• **About this task**: Word for word, print each record, dropping any image it holds.

• • • • • • •

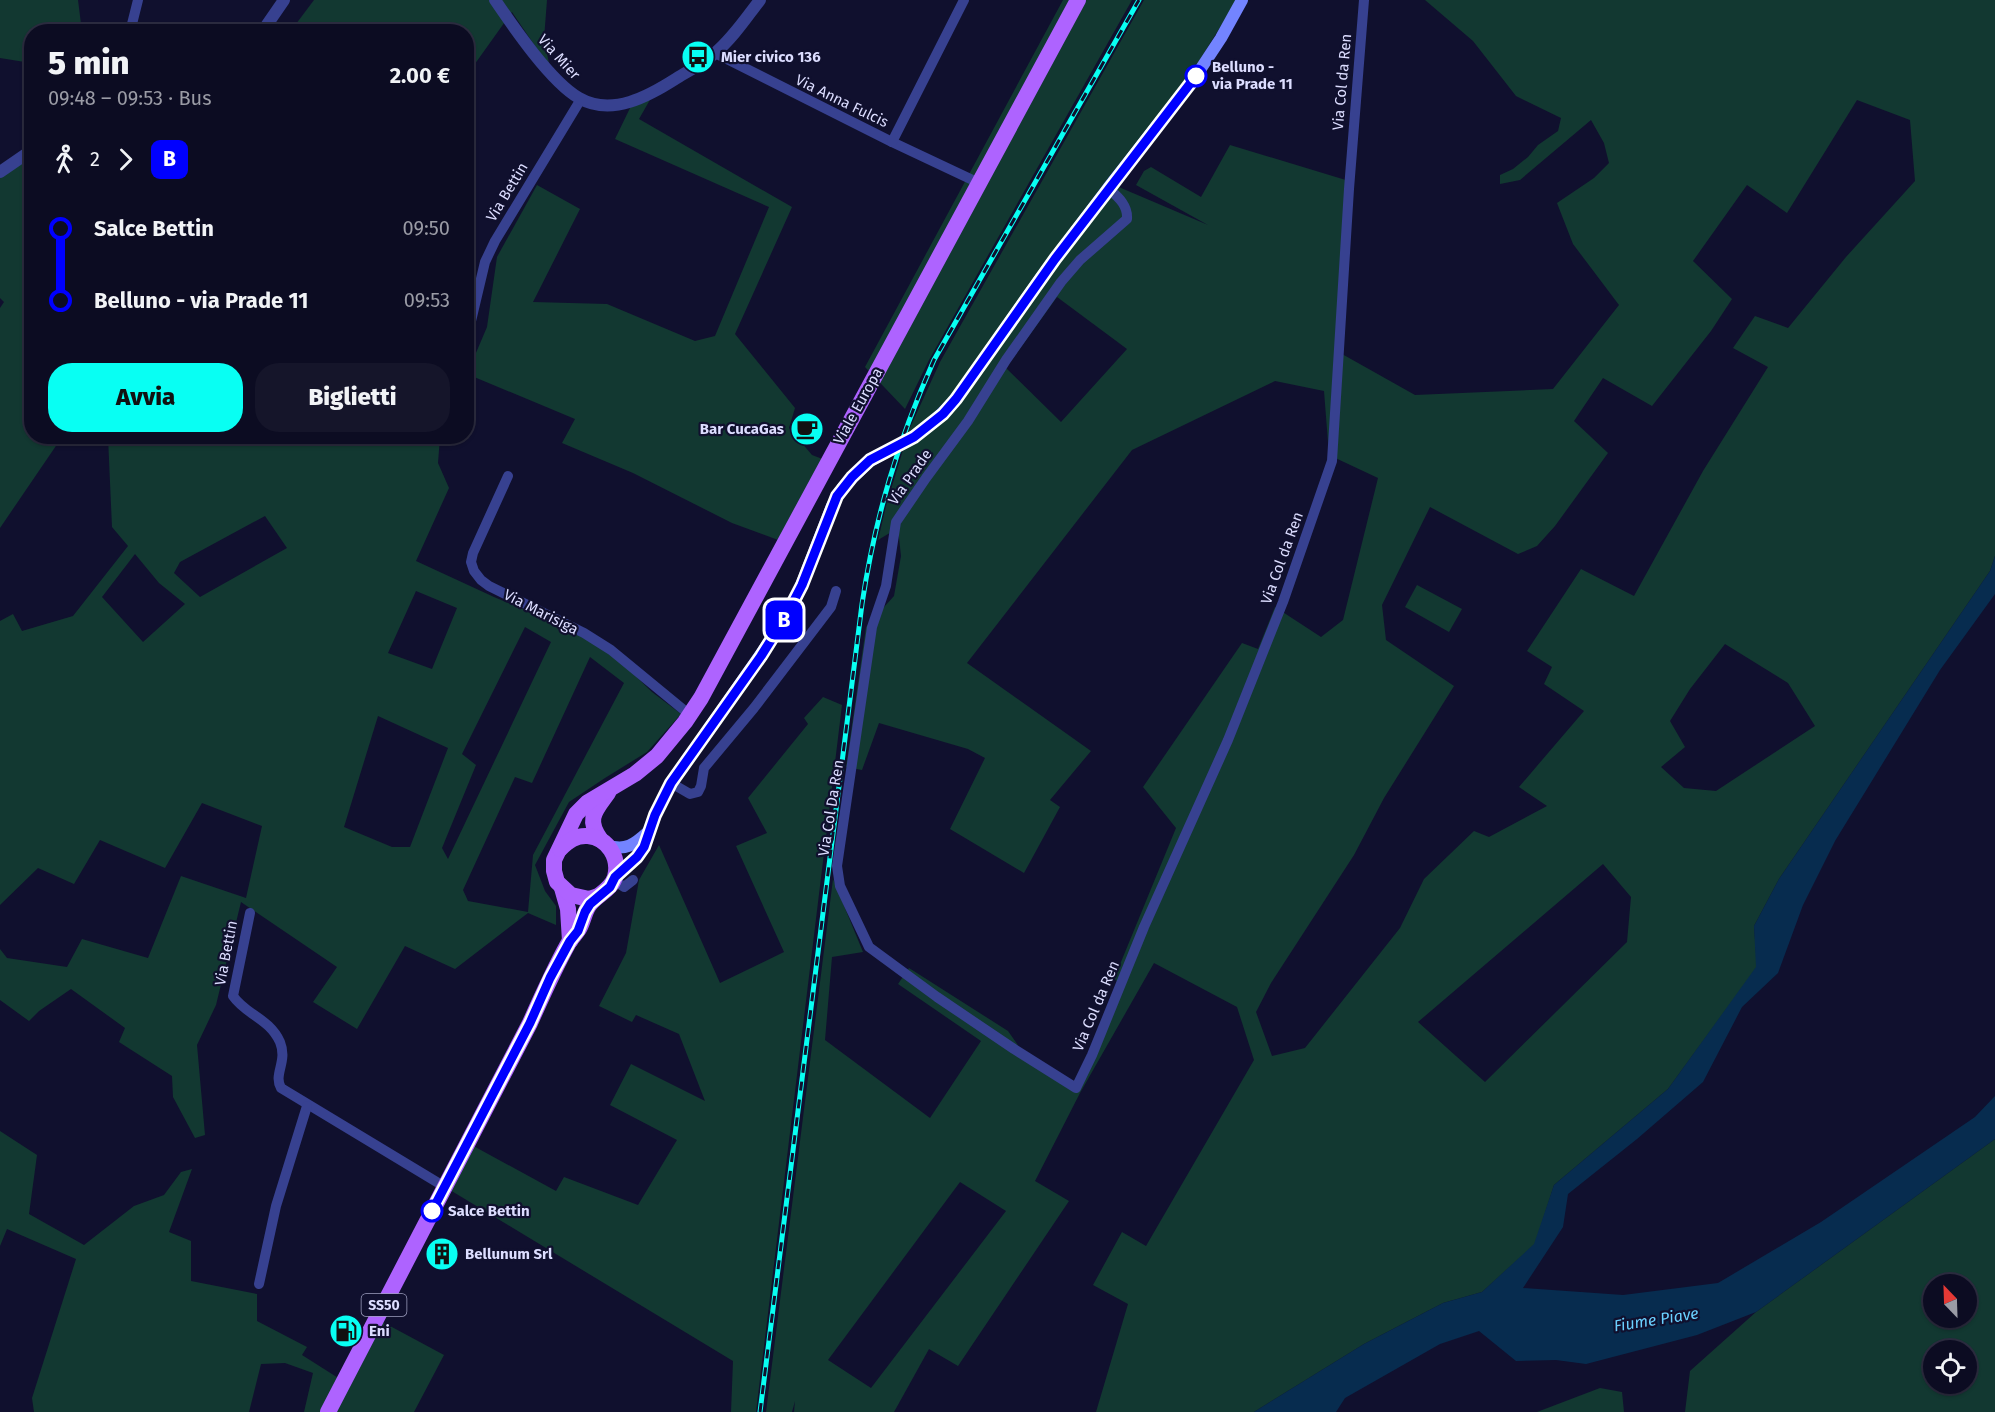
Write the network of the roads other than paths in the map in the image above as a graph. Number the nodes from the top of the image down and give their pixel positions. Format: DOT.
graph roads {
  1 [pos="138,0"];
  2 [pos="284,0"];
  3 [pos="495,0"];
  4 [pos="760,0"];
  5 [pos="950,0"];
  6 [pos="1078,0"];
  7 [pos="1242,0"];
  8 [pos="1364,0"];
  9 [pos="963,3"];
  10 [pos="132,24"];
  11 [pos="268,24"];
  12 [pos="715,53"];
  13 [pos="581,99"];
  14 [pos="892,142"];
  15 [pos="24,156"];
  16 [pos="0,172"];
  17 [pos="979,183"];
  18 [pos="1108,188"];
  19 [pos="474,308"];
  20 [pos="508,476"];
  21 [pos="890,564"];
  22 [pos="836,591"];
  23 [pos="690,716"];
  24 [pos="671,783"];
  25 [pos="610,789"];
  26 [pos="649,831"];
  27 [pos="604,842"];
  28 [pos="559,850"];
  29 [pos="614,878"];
  30 [pos="633,880"];
  31 [pos="562,888"];
  32 [pos="597,896"];
  33 [pos="250,913"];
  34 [pos="570,941"];
  35 [pos="1076,1088"];
  36 [pos="307,1106"];
  37 [pos="445,1187"];
  38 [pos="259,1284"];
  39 [pos="328,1412"];
  1 -- 10 [label="street"];
  2 -- 11 [label="street"];
  3 -- 13 [label="street, Via Mier"];
  4 -- 12 [label="street, Via Mier"];
  5 -- 9 [label="street"];
  6 -- 17 [label="main road, Viale Europa"];
  7 -- 18 [label="main road, Via Prade"];
  8 -- 35 [label="street, Via Col da Ren"];
  9 -- 14 [label="street, Via Anna Fulcis"];
  12 -- 13 [label="street, Via Mier"];
  12 -- 14 [label="street, Via Anna Fulcis"];
  13 -- 19 [label="street, Via Bettin"];
  14 -- 17 [label="street, Via Anna Fulcis"];
  15 -- 16 [label="street"];
  17 -- 23 [label="main road, Viale Europa"];
  18 -- 21 [label="street, Via Prade"];
  18 -- 24 [label="main road, Via Prade"];
  20 -- 23 [label="street, Via Marisiga"];
  21 -- 35 [label="street, Via Col Da Ren"];
  22 -- 24 [label="street"];
  23 -- 25 [label="main road, Viale Europa"];
  24 -- 26 [label="main road, Via Prade"];
  25 -- 27 [label="main road, Viale Europa"];
  25 -- 28 [label="main road, Viale Europa"];
  26 -- 27 [label="main road"];
  26 -- 29 [label="main road, Via Prade"];
  27 -- 28 [label="main road"];
  27 -- 29 [label="main road"];
  28 -- 31 [label="main road"];
  29 -- 30 [label="street"];
  29 -- 32 [label="main road"];
  31 -- 32 [label="main road"];
  31 -- 34 [label="main road"];
  32 -- 34 [label="main road"];
  33 -- 36 [label="street, Via Bettin"];
  34 -- 37 [label="main road"];
  36 -- 37 [label="street, Via Bettin"];
  36 -- 38 [label="street"];
  37 -- 39 [label="main road, SS50"];
}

• • • • • • •

• **Solution for this task**:
Write the network of the roads other than paths in the map in the image above as a graph. Number the nodes from the top of the image down and give their pixel positions. Format: DOT.
graph roads {
  1 [pos="138,0"];
  2 [pos="284,0"];
  3 [pos="495,0"];
  4 [pos="760,0"];
  5 [pos="950,0"];
  6 [pos="1078,0"];
  7 [pos="1242,0"];
  8 [pos="1364,0"];
  9 [pos="963,3"];
  10 [pos="132,24"];
  11 [pos="268,24"];
  12 [pos="715,53"];
  13 [pos="581,99"];
  14 [pos="892,142"];
  15 [pos="24,156"];
  16 [pos="0,172"];
  17 [pos="979,183"];
  18 [pos="1108,188"];
  19 [pos="474,308"];
  20 [pos="508,476"];
  21 [pos="890,564"];
  22 [pos="836,591"];
  23 [pos="690,716"];
  24 [pos="671,783"];
  25 [pos="610,789"];
  26 [pos="649,831"];
  27 [pos="604,842"];
  28 [pos="559,850"];
  29 [pos="614,878"];
  30 [pos="633,880"];
  31 [pos="562,888"];
  32 [pos="597,896"];
  33 [pos="250,913"];
  34 [pos="570,941"];
  35 [pos="1076,1088"];
  36 [pos="307,1106"];
  37 [pos="445,1187"];
  38 [pos="259,1284"];
  39 [pos="328,1412"];
  1 -- 10 [label="street"];
  2 -- 11 [label="street"];
  3 -- 13 [label="street, Via Mier"];
  4 -- 12 [label="street, Via Mier"];
  5 -- 9 [label="street"];
  6 -- 17 [label="main road, Viale Europa"];
  7 -- 18 [label="main road, Via Prade"];
  8 -- 35 [label="street, Via Col da Ren"];
  9 -- 14 [label="street, Via Anna Fulcis"];
  12 -- 13 [label="street, Via Mier"];
  12 -- 14 [label="street, Via Anna Fulcis"];
  13 -- 19 [label="street, Via Bettin"];
  14 -- 17 [label="street, Via Anna Fulcis"];
  15 -- 16 [label="street"];
  17 -- 23 [label="main road, Viale Europa"];
  18 -- 21 [label="street, Via Prade"];
  18 -- 24 [label="main road, Via Prade"];
  20 -- 23 [label="street, Via Marisiga"];
  21 -- 35 [label="street, Via Col Da Ren"];
  22 -- 24 [label="street"];
  23 -- 25 [label="main road, Viale Europa"];
  24 -- 26 [label="main road, Via Prade"];
  25 -- 27 [label="main road, Viale Europa"];
  25 -- 28 [label="main road, Viale Europa"];
  26 -- 27 [label="main road"];
  26 -- 29 [label="main road, Via Prade"];
  27 -- 28 [label="main road"];
  27 -- 29 [label="main road"];
  28 -- 31 [label="main road"];
  29 -- 30 [label="street"];
  29 -- 32 [label="main road"];
  31 -- 32 [label="main road"];
  31 -- 34 [label="main road"];
  32 -- 34 [label="main road"];
  33 -- 36 [label="street, Via Bettin"];
  34 -- 37 [label="main road"];
  36 -- 37 [label="street, Via Bettin"];
  36 -- 38 [label="street"];
  37 -- 39 [label="main road, SS50"];
}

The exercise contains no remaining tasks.